EXERCISE PROMPT
Once the pictures are removed, restate the data below word for word.

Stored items
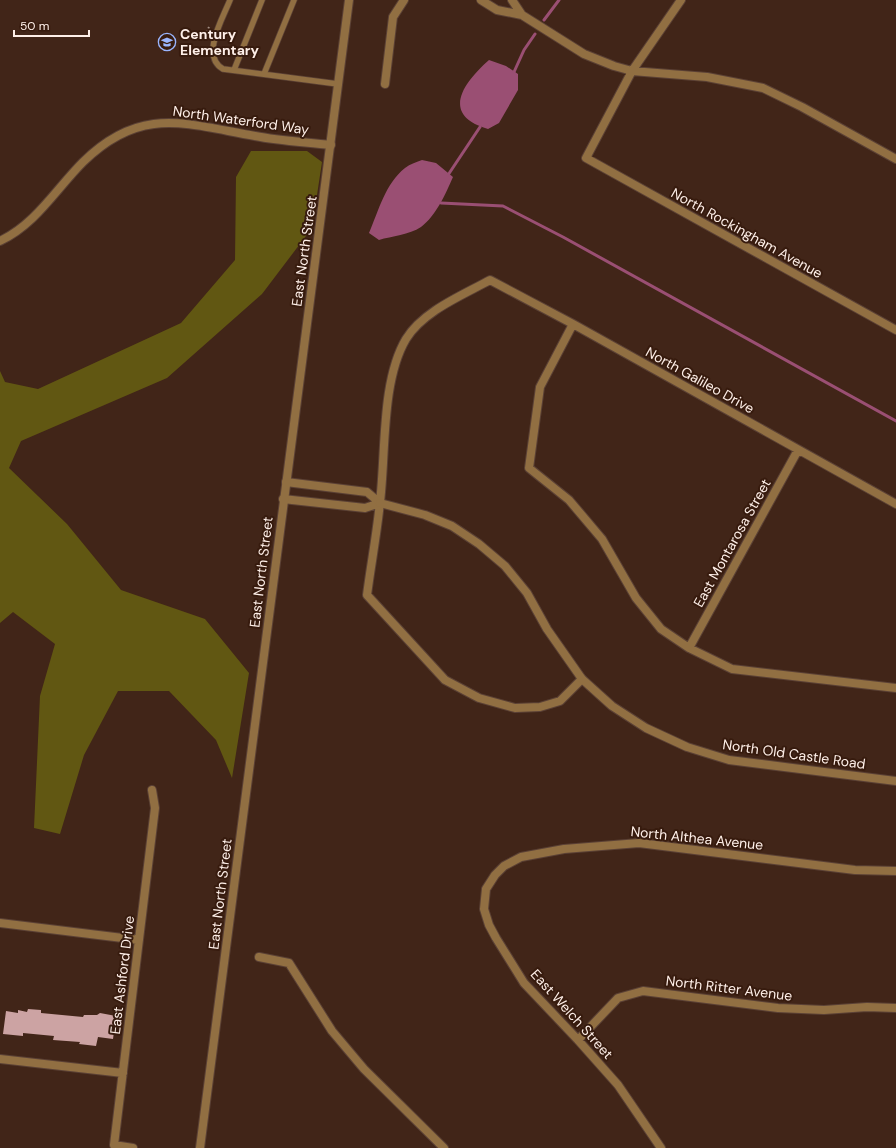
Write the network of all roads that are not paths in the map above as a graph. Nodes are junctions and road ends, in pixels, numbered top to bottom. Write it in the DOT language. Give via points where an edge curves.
graph roads {
  1 [pos="230,0"];
  2 [pos="262,0"];
  3 [pos="294,0"];
  4 [pos="349,0"];
  5 [pos="404,0"];
  6 [pos="481,0"];
  7 [pos="512,0"];
  8 [pos="681,0"];
  9 [pos="522,15"];
  10 [pos="234,70"];
  11 [pos="632,71"];
  12 [pos="264,74"];
  13 [pos="338,84"];
  14 [pos="385,84"];
  15 [pos="331,146"];
  16 [pos="896,159"];
  17 [pos="0,241"];
  18 [pos="573,324"];
  19 [pos="896,330"];
  20 [pos="798,450"];
  21 [pos="286,482"];
  22 [pos="283,499"];
  23 [pos="380,503"];
  24 [pos="896,504"];
  25 [pos="689,648"];
  26 [pos="582,679"];
  27 [pos="896,688"];
  28 [pos="896,780"];
  29 [pos="152,790"];
  30 [pos="896,871"];
  31 [pos="486,889"];
  32 [pos="0,923"];
  33 [pos="139,940"];
  34 [pos="259,957"];
  35 [pos="896,1008"];
  36 [pos="578,1040"];
  37 [pos="0,1059"];
  38 [pos="123,1073"];
  39 [pos="133,1148"];
  40 [pos="200,1148"];
  41 [pos="444,1148"];
  42 [pos="661,1148"];
  1 -- 10 [label="lane" via="212,46 218,66"];
  2 -- 10 [label="lane"];
  3 -- 12 [label="lane"];
  4 -- 13 [label="street, East North Street"];
  5 -- 14 [label="street" via="392,17"];
  6 -- 9 [label="street" via="497,10"];
  7 -- 9 [label="street"];
  8 -- 11 [label="street"];
  9 -- 11 [label="street" via="584,54"];
  10 -- 12 [label="lane"];
  11 -- 16 [label="street" via="707,77 763,88"];
  11 -- 19 [label="street, North Rockingham Avenue" via="586,158"];
  12 -- 13 [label="lane"];
  13 -- 15 [label="street, East North Street"];
  15 -- 17 [label="street, North Waterford Way" via="257,137 190,123 145,125 120,133 97,148 43,209 27,224"];
  15 -- 21 [label="street, East North Street"];
  18 -- 20 [label="street, North Galileo Drive"];
  18 -- 23 [label="street, North Galileo Drive" via="490,280 429,314 407,338 394,366 389,394"];
  18 -- 25 [label="street" via="540,387 529,468 569,500 602,539 636,598 661,628"];
  20 -- 24 [label="street, North Galileo Drive"];
  20 -- 25 [label="street, East Montarosa Street"];
  21 -- 22 [label="street, East North Street"];
  21 -- 23 [label="street" via="367,492"];
  22 -- 23 [label="street" via="365,508"];
  22 -- 40 [label="street, East North Street"];
  23 -- 26 [label="street, North Old Castle Road" via="425,515 452,526 505,566 527,593 547,629"];
  23 -- 26 [label="street" via="367,595 446,680 479,698 515,708 540,707 560,701"];
  25 -- 27 [label="street" via="732,669"];
  26 -- 28 [label="street, North Old Castle Road" via="612,706 646,728 687,747 729,760"];
  29 -- 33 [label="street, East Ashford Drive" via="155,808"];
  30 -- 31 [label="street, North Althea Avenue" via="855,870 658,844 620,844 564,849 517,858 499,870"];
  31 -- 36 [label="street, East Welch Street" via="484,908 496,938 524,983"];
  32 -- 33 [label="street"];
  33 -- 38 [label="street, East Ashford Drive"];
  34 -- 41 [label="street" via="289,963 332,1031 364,1069"];
  35 -- 36 [label="street, North Ritter Avenue" via="778,1008 643,991 618,998"];
  36 -- 42 [label="street, East Welch Street" via="618,1084"];
  37 -- 38 [label="street"];
  38 -- 39 [label="street, East Ashford Drive" via="114,1145"];
}
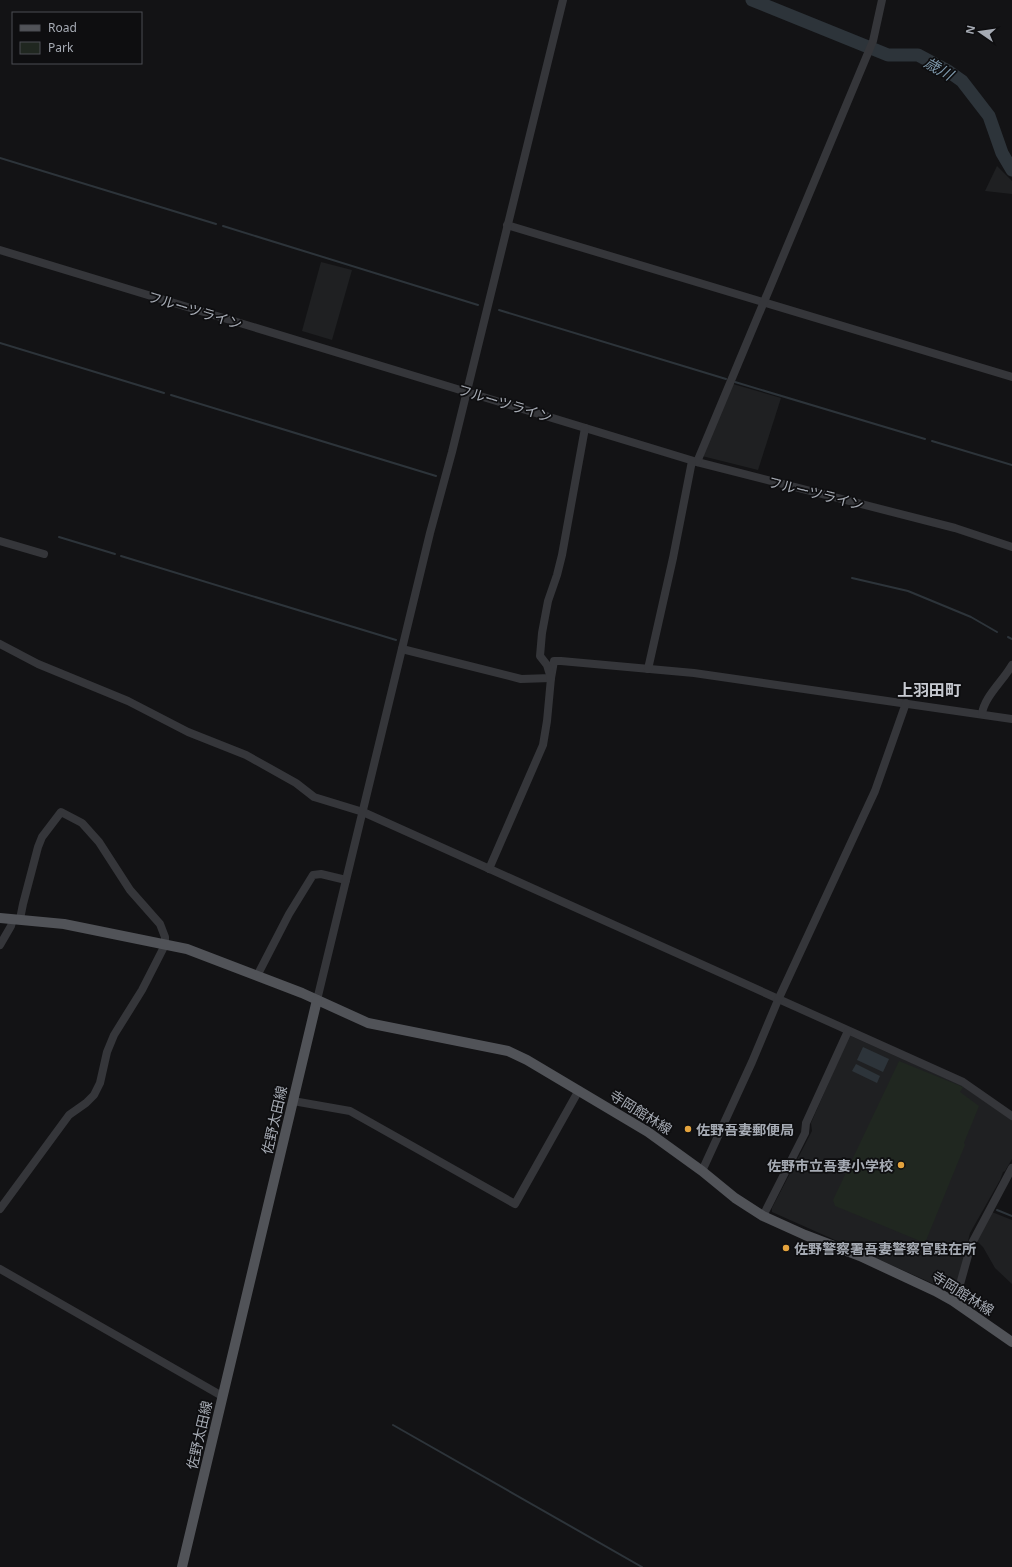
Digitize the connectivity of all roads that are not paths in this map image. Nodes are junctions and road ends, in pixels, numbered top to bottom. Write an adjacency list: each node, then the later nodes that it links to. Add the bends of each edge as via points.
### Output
1 (563, 0): 3 (street)
2 (882, 0): 5 (street, via 868,54)
3 (508, 225): 5 (street); 7 (street)
4 (0, 250): 7 (street, フルーツライン)
5 (763, 302): 6 (street); 9 (street)
6 (1012, 377)
7 (467, 392): 8 (street, フルーツライン); 14 (street)
8 (584, 428): 9 (street, フルーツライン); 17 (street, via 562,555 548,601 542,633 540,656 547,665)
9 (694, 461): 11 (street, フルーツライン, via 955,528); 16 (street)
10 (0, 541): 12 (street)
11 (1012, 547)
12 (44, 554)
13 (0, 644): 21 (street, via 38,664 128,701 188,732 246,755 296,783 314,797)
14 (402, 649): 17 (street, via 521,679); 21 (street)
15 (1012, 665): 19 (street, via 984,703)
16 (648, 669): 17 (street, via 554,661); 18 (street, via 702,674)
17 (551, 678): 22 (street, via 548,721 543,745)
18 (906, 703): 19 (street); 30 (street, via 875,790)
19 (982, 714): 20 (street)
20 (1012, 719)
21 (363, 812): 22 (street); 23 (street)
22 (489, 869): 30 (street)
23 (346, 880): 28 (street, via 320,874 313,875 289,914); 29 (street)
24 (0, 918): 25 (main road)
25 (17, 919): 26 (street); 27 (main road, via 64,924); 27 (street, via 42,837 60,812 82,823 99,842 130,890 160,924)
26 (0, 945)
27 (165, 945): 28 (main road, via 187,949); 37 (street, via 142,990 114,1035 94,1095 69,1115)
28 (257, 976): 29 (main road)
29 (318, 1000): 32 (main road, 寺岡館林線, via 377,1026 508,1051); 33 (main road, 佐野太田線)
30 (778, 1000): 31 (street); 36 (street)
31 (848, 1031): 34 (street, via 963,1082); 38 (street, via 806,1124 805,1133)
32 (579, 1090): 33 (street, via 515,1204 350,1111); 36 (main road, 寺岡館林線, via 648,1132)
33 (293, 1100): 42 (main road, 佐野太田線)
34 (1012, 1116)
35 (1012, 1168): 40 (street, via 971,1245)
36 (702, 1171): 38 (main road, 寺岡館林線, via 734,1198)
37 (0, 1209)
38 (763, 1216): 40 (main road, 寺岡館林線, via 860,1256 935,1290)
39 (0, 1268): 42 (street)
40 (953, 1301): 41 (main road, 寺岡館林線)
41 (1012, 1342)
42 (222, 1396): 43 (main road, 佐野太田線)
43 (182, 1567)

ANSWER SPACE
Write the network of all roads that are not paths in the map above as a graph. Nodes are junctions and road ends, in pixels, numbered top to bottom. Write it in the DOT language. Give via points where an edge curves.
graph roads {
  1 [pos="230,0"];
  2 [pos="262,0"];
  3 [pos="294,0"];
  4 [pos="349,0"];
  5 [pos="404,0"];
  6 [pos="481,0"];
  7 [pos="512,0"];
  8 [pos="681,0"];
  9 [pos="522,15"];
  10 [pos="234,70"];
  11 [pos="632,71"];
  12 [pos="264,74"];
  13 [pos="338,84"];
  14 [pos="385,84"];
  15 [pos="331,146"];
  16 [pos="896,159"];
  17 [pos="0,241"];
  18 [pos="573,324"];
  19 [pos="896,330"];
  20 [pos="798,450"];
  21 [pos="286,482"];
  22 [pos="283,499"];
  23 [pos="380,503"];
  24 [pos="896,504"];
  25 [pos="689,648"];
  26 [pos="582,679"];
  27 [pos="896,688"];
  28 [pos="896,780"];
  29 [pos="152,790"];
  30 [pos="896,871"];
  31 [pos="486,889"];
  32 [pos="0,923"];
  33 [pos="139,940"];
  34 [pos="259,957"];
  35 [pos="896,1008"];
  36 [pos="578,1040"];
  37 [pos="0,1059"];
  38 [pos="123,1073"];
  39 [pos="133,1148"];
  40 [pos="200,1148"];
  41 [pos="444,1148"];
  42 [pos="661,1148"];
  1 -- 10 [label="lane" via="212,46 218,66"];
  2 -- 10 [label="lane"];
  3 -- 12 [label="lane"];
  4 -- 13 [label="street, East North Street"];
  5 -- 14 [label="street" via="392,17"];
  6 -- 9 [label="street" via="497,10"];
  7 -- 9 [label="street"];
  8 -- 11 [label="street"];
  9 -- 11 [label="street" via="584,54"];
  10 -- 12 [label="lane"];
  11 -- 16 [label="street" via="707,77 763,88"];
  11 -- 19 [label="street, North Rockingham Avenue" via="586,158"];
  12 -- 13 [label="lane"];
  13 -- 15 [label="street, East North Street"];
  15 -- 17 [label="street, North Waterford Way" via="257,137 190,123 145,125 120,133 97,148 43,209 27,224"];
  15 -- 21 [label="street, East North Street"];
  18 -- 20 [label="street, North Galileo Drive"];
  18 -- 23 [label="street, North Galileo Drive" via="490,280 429,314 407,338 394,366 389,394"];
  18 -- 25 [label="street" via="540,387 529,468 569,500 602,539 636,598 661,628"];
  20 -- 24 [label="street, North Galileo Drive"];
  20 -- 25 [label="street, East Montarosa Street"];
  21 -- 22 [label="street, East North Street"];
  21 -- 23 [label="street" via="367,492"];
  22 -- 23 [label="street" via="365,508"];
  22 -- 40 [label="street, East North Street"];
  23 -- 26 [label="street, North Old Castle Road" via="425,515 452,526 505,566 527,593 547,629"];
  23 -- 26 [label="street" via="367,595 446,680 479,698 515,708 540,707 560,701"];
  25 -- 27 [label="street" via="732,669"];
  26 -- 28 [label="street, North Old Castle Road" via="612,706 646,728 687,747 729,760"];
  29 -- 33 [label="street, East Ashford Drive" via="155,808"];
  30 -- 31 [label="street, North Althea Avenue" via="855,870 658,844 620,844 564,849 517,858 499,870"];
  31 -- 36 [label="street, East Welch Street" via="484,908 496,938 524,983"];
  32 -- 33 [label="street"];
  33 -- 38 [label="street, East Ashford Drive"];
  34 -- 41 [label="street" via="289,963 332,1031 364,1069"];
  35 -- 36 [label="street, North Ritter Avenue" via="778,1008 643,991 618,998"];
  36 -- 42 [label="street, East Welch Street" via="618,1084"];
  37 -- 38 [label="street"];
  38 -- 39 [label="street, East Ashford Drive" via="114,1145"];
}
Digitize the connectivity of all roads that are not paths in this map image. Nodes are junctions and road ends, in pixels, numbered top to bottom. Write an adjacency list: each node, then the later nodes that it links to. Add the bends of each edge as via points.
### Output
1 (563, 0): 3 (street)
2 (882, 0): 5 (street, via 868,54)
3 (508, 225): 5 (street); 7 (street)
4 (0, 250): 7 (street, フルーツライン)
5 (763, 302): 6 (street); 9 (street)
6 (1012, 377)
7 (467, 392): 8 (street, フルーツライン); 14 (street)
8 (584, 428): 9 (street, フルーツライン); 17 (street, via 562,555 548,601 542,633 540,656 547,665)
9 (694, 461): 11 (street, フルーツライン, via 955,528); 16 (street)
10 (0, 541): 12 (street)
11 (1012, 547)
12 (44, 554)
13 (0, 644): 21 (street, via 38,664 128,701 188,732 246,755 296,783 314,797)
14 (402, 649): 17 (street, via 521,679); 21 (street)
15 (1012, 665): 19 (street, via 984,703)
16 (648, 669): 17 (street, via 554,661); 18 (street, via 702,674)
17 (551, 678): 22 (street, via 548,721 543,745)
18 (906, 703): 19 (street); 30 (street, via 875,790)
19 (982, 714): 20 (street)
20 (1012, 719)
21 (363, 812): 22 (street); 23 (street)
22 (489, 869): 30 (street)
23 (346, 880): 28 (street, via 320,874 313,875 289,914); 29 (street)
24 (0, 918): 25 (main road)
25 (17, 919): 26 (street); 27 (main road, via 64,924); 27 (street, via 42,837 60,812 82,823 99,842 130,890 160,924)
26 (0, 945)
27 (165, 945): 28 (main road, via 187,949); 37 (street, via 142,990 114,1035 94,1095 69,1115)
28 (257, 976): 29 (main road)
29 (318, 1000): 32 (main road, 寺岡館林線, via 377,1026 508,1051); 33 (main road, 佐野太田線)
30 (778, 1000): 31 (street); 36 (street)
31 (848, 1031): 34 (street, via 963,1082); 38 (street, via 806,1124 805,1133)
32 (579, 1090): 33 (street, via 515,1204 350,1111); 36 (main road, 寺岡館林線, via 648,1132)
33 (293, 1100): 42 (main road, 佐野太田線)
34 (1012, 1116)
35 (1012, 1168): 40 (street, via 971,1245)
36 (702, 1171): 38 (main road, 寺岡館林線, via 734,1198)
37 (0, 1209)
38 (763, 1216): 40 (main road, 寺岡館林線, via 860,1256 935,1290)
39 (0, 1268): 42 (street)
40 (953, 1301): 41 (main road, 寺岡館林線)
41 (1012, 1342)
42 (222, 1396): 43 (main road, 佐野太田線)
43 (182, 1567)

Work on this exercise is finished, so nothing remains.